What is needed: Read through the data and count the lines that contain the string "include"; give only the result.

(Saved data entries)
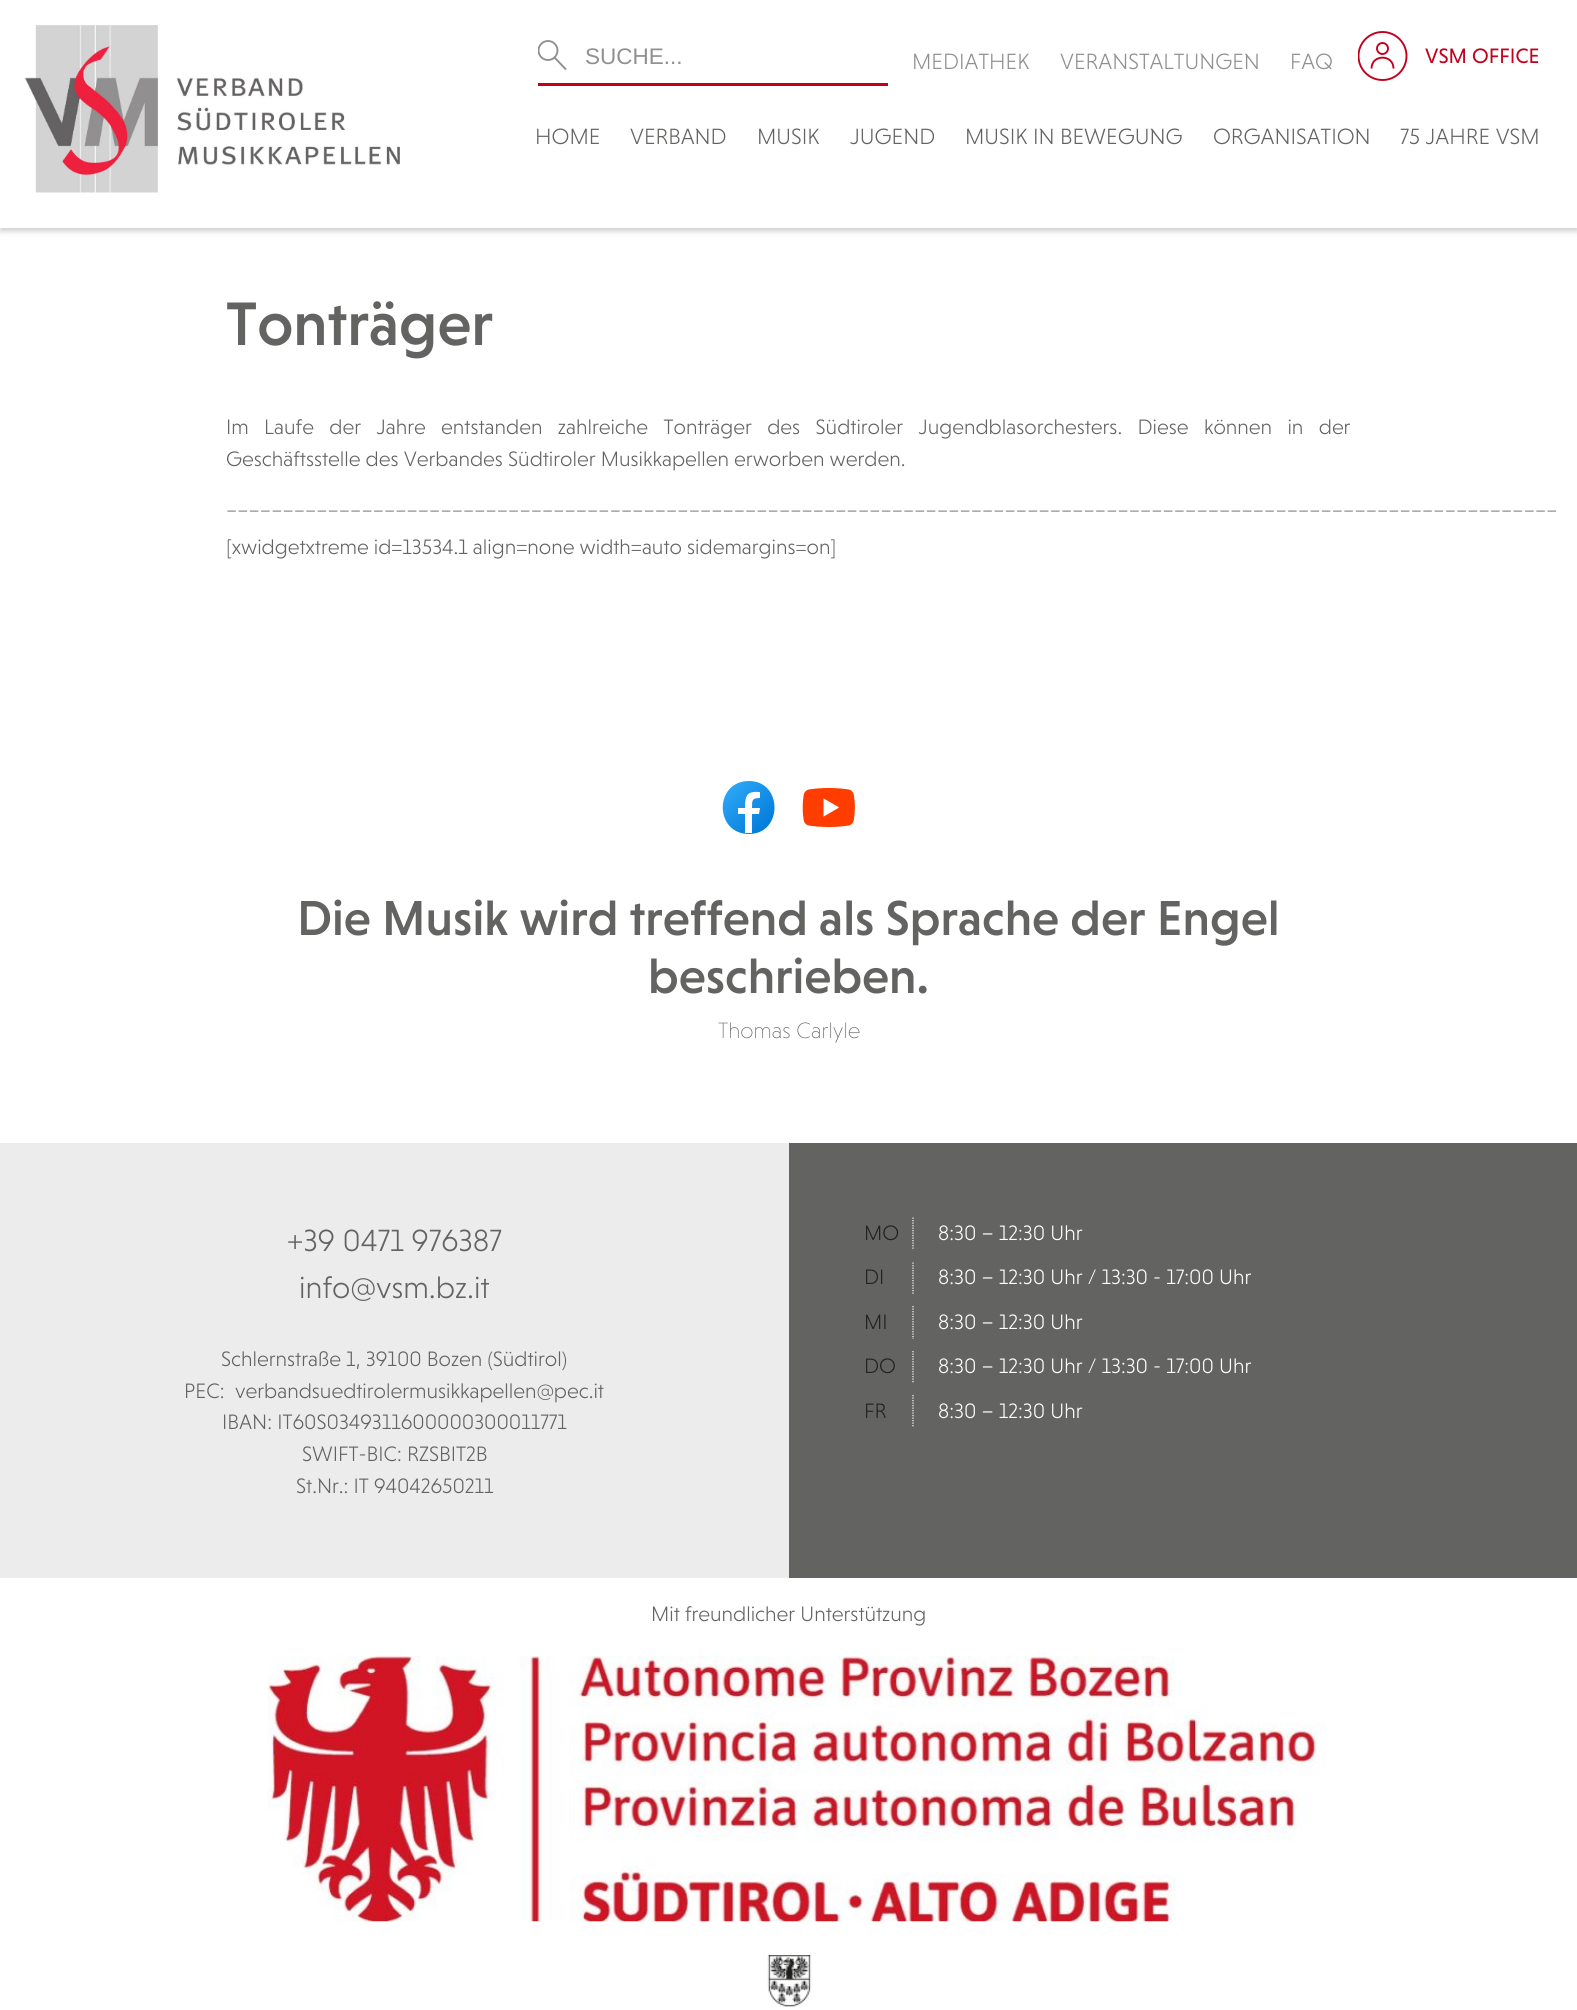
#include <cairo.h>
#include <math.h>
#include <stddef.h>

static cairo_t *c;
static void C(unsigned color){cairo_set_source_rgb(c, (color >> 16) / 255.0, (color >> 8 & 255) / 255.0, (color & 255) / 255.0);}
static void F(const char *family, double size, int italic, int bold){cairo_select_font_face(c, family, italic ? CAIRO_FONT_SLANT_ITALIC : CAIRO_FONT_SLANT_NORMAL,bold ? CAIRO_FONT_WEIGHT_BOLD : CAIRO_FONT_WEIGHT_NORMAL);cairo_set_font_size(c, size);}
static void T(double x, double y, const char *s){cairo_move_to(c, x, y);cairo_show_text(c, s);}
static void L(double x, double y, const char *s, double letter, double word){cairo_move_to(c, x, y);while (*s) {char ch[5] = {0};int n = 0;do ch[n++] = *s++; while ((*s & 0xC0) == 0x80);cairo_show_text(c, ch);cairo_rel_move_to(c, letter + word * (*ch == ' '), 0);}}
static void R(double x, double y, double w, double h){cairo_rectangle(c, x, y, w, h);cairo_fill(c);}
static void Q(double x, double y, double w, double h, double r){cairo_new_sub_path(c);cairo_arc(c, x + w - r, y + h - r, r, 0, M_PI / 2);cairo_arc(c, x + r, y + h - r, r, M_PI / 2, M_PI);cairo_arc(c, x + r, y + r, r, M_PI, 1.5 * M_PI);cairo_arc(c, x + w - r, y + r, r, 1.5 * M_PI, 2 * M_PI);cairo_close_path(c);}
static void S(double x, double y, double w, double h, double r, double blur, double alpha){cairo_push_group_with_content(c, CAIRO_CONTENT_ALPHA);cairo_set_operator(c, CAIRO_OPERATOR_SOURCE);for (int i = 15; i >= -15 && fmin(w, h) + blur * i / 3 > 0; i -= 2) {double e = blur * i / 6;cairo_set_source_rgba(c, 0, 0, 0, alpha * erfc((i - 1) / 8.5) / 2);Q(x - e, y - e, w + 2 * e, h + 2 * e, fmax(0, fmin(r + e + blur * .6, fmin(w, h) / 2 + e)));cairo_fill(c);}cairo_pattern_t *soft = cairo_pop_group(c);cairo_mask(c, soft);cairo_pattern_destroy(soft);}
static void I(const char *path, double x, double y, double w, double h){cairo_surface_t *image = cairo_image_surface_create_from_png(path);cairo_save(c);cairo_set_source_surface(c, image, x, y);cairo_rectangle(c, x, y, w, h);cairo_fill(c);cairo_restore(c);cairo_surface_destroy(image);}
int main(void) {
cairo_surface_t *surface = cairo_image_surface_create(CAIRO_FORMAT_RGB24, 1577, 2010);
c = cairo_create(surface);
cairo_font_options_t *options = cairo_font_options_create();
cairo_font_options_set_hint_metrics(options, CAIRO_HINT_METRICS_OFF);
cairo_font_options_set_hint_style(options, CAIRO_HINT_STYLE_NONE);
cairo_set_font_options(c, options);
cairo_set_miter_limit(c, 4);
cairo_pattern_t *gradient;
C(0xffffff);
cairo_paint(c);
C(0x000000);
S(0,4,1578,227,0,3,.2);
C(0xffffff);
R(0,0,1577,228);
I("1.png",25,25,375,168);
C(0xc2001d);
R(538,83,350,3);
cairo_save(c);
cairo_rectangle(c,538,40,30,30);
cairo_clip(c);
cairo_arc(c,548,50.5,9.5,0,2 * M_PI);
C(0x909090);
cairo_set_line_width(c,1.9);
cairo_stroke(c);
cairo_restore(c);
cairo_new_path(c);
cairo_move_to(c,554.5,57.5);
cairo_line_to(c,565.5,69);
C(0x909090);
cairo_set_line_width(c,1.9);
cairo_set_line_cap(c,CAIRO_LINE_CAP_ROUND);
cairo_stroke(c);
F("Liberation Sans",22.5,0,0);
T(585,64,"SUCHE...");
F("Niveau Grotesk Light",22.5,0,0);
T(912,69,"MEDIATHEK");
T(1060,69,"VERANSTALTUNGEN");
T(1290,69,"FAQ");
cairo_save(c);
cairo_rectangle(c,1358,31,50,50);
cairo_clip(c);
cairo_arc(c,1382.5,56,24,0,2 * M_PI);
C(0xc2001d);
cairo_set_line_cap(c,CAIRO_LINE_CAP_BUTT);
cairo_stroke(c);
cairo_restore(c);
cairo_arc(c,1382.5,48.5,5.5,0,2 * M_PI);
C(0xc2001d);
cairo_set_line_cap(c,CAIRO_LINE_CAP_BUTT);
cairo_stroke(c);
cairo_new_path(c);
cairo_move_to(c,1371.5,68.5);
cairo_curve_to(c,1371.5,54,1393.5,54,1393.5,68.5);
cairo_stroke(c);
F("Niveau Grotesk",21.25,0,0);
T(1425,63,"VSM OFFICE");
F("Niveau Grotesk Light",22.5,0,0);
C(0x636362);
T(535,144,"HOME");
T(630,144,"VERBAND");
T(757,144,"MUSIK");
T(850,144,"JUGEND");
T(965,144,"MUSIK IN BEWEGUNG");
T(1213,144,"ORGANISATION");
T(1400,144,"75 JAHRE VSM");
F("Niveau Grotesk Medium",62.5,0,0);
T(226,345,"Tonträger");
F("Niveau Grotesk Light",21.25,0,0);
L(226,434,"Im Laufe der Jahre entstanden zahlreiche Tonträger des Südtiroler Jugendblasorchesters. Diese können in der",0,10.25);
T(226,466,"Geschäftsstelle des Verbandes Südtiroler Musikkapellen erworben werden.");
T(226,510,"______________________________________________________________________________________________________________________");
T(226,554,"[xwidgetxtreme id=13534.1 align=none width=auto sidemargins=on]");
gradient = cairo_pattern_create_linear(731,789,770,829);
cairo_pattern_add_color_stop_rgba(gradient,0,0.165,0.643,0.957,1);
cairo_pattern_add_color_stop_rgba(gradient,1,0,0.478,0.851,1);
cairo_set_source(c,gradient);
cairo_pattern_destroy(gradient);
cairo_new_path(c);
cairo_move_to(c,749,781);
cairo_curve_to(c,714,781,714,834,749,834);
cairo_curve_to(c,783,834,783,781,749,781);
cairo_close_path(c);
cairo_fill(c);
C(0xffffff);
cairo_new_path(c);
cairo_move_to(c,752,814);
cairo_line_to(c,759,814);
cairo_line_to(c,760,808);
cairo_line_to(c,752,808);
cairo_curve_to(c,752,800,752,798,760,798);
cairo_line_to(c,760,792);
cairo_curve_to(c,747,791,745,795,745,808);
cairo_line_to(c,738,808);
cairo_line_to(c,738,814);
cairo_line_to(c,745,814);
cairo_line_to(c,745,833);
cairo_line_to(c,752,833);
cairo_close_path(c);
cairo_fill(c);
I("2.png",802,788,53,39);
F("Niveau Grotesk Medium",50,0,0);
C(0x636362);
T(297,935,"Die Musik wird treffend als Sprache der Engel");
T(648,993,"beschrieben.");
F("Niveau Grotesk ExtraLight",22.5,0,0);
T(718,1038,"Thomas Carlyle");
C(0xececec);
R(0,1143,789,435);
F("Niveau Grotesk Light",31.25,0,0);
C(0x636362);
T(287,1251,"+39 0471 976387");
T(299,1298,"info@vsm.bz.it");
F("Niveau Grotesk Light",21.25,0,0);
T(221,1366,"Schlernstraße 1, 39100 Bozen (Südtirol)");
T(184,1398,"PEC:");
T(235,1398,"verbandsuedtirolermusikkapellen@pec.it");
T(222,1429,"IBAN: IT60S0349311600000300011771");
T(302,1461,"SWIFT-BIC: RZSBIT2B");
T(296,1493,"St.Nr.: IT 94042650211");
R(789,1143,788,435);
cairo_new_path(c);
cairo_move_to(c,913,1217.5);
cairo_line_to(c,913,1250);
C(0xffffff);
cairo_set_line_width(c,1.2);
cairo_set_dash(c,(double[]){1.25,1.25},2,0);
cairo_stroke(c);
C(0x222222);
T(864,1240,"MO");
C(0xffffff);
T(938,1240,"8:30 – 12:30 Uhr");
cairo_new_path(c);
cairo_move_to(c,913,1262.5);
cairo_line_to(c,913,1294);
cairo_stroke(c);
C(0x222222);
T(864,1284,"DI");
C(0xffffff);
T(938,1284,"8:30 – 12:30 Uhr / 13:30 - 17:00 Uhr");
cairo_new_path(c);
cairo_move_to(c,913,1306);
cairo_line_to(c,913,1339);
cairo_stroke(c);
C(0x222222);
T(864,1329,"MI");
C(0xffffff);
T(938,1329,"8:30 – 12:30 Uhr");
cairo_new_path(c);
cairo_move_to(c,913,1351);
cairo_line_to(c,913,1382.5);
cairo_stroke(c);
C(0x222222);
T(864,1373,"DO");
C(0xffffff);
T(938,1373,"8:30 – 12:30 Uhr / 13:30 - 17:00 Uhr");
cairo_new_path(c);
cairo_move_to(c,913,1395);
cairo_line_to(c,913,1427.5);
cairo_stroke(c);
C(0x222222);
T(864,1418,"FR");
C(0xffffff);
T(938,1418,"8:30 – 12:30 Uhr");
C(0x636362);
T(651,1621,"Mit freundlicher Unterstützung");
I("3.png",267,1656,1059,266);
I("4.png",767,1955,45,52);
cairo_surface_write_to_png(surface, "o.png");
cairo_font_options_destroy(options);
cairo_destroy(c);
cairo_surface_destroy(surface);
return 0;
}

Exercise output: 3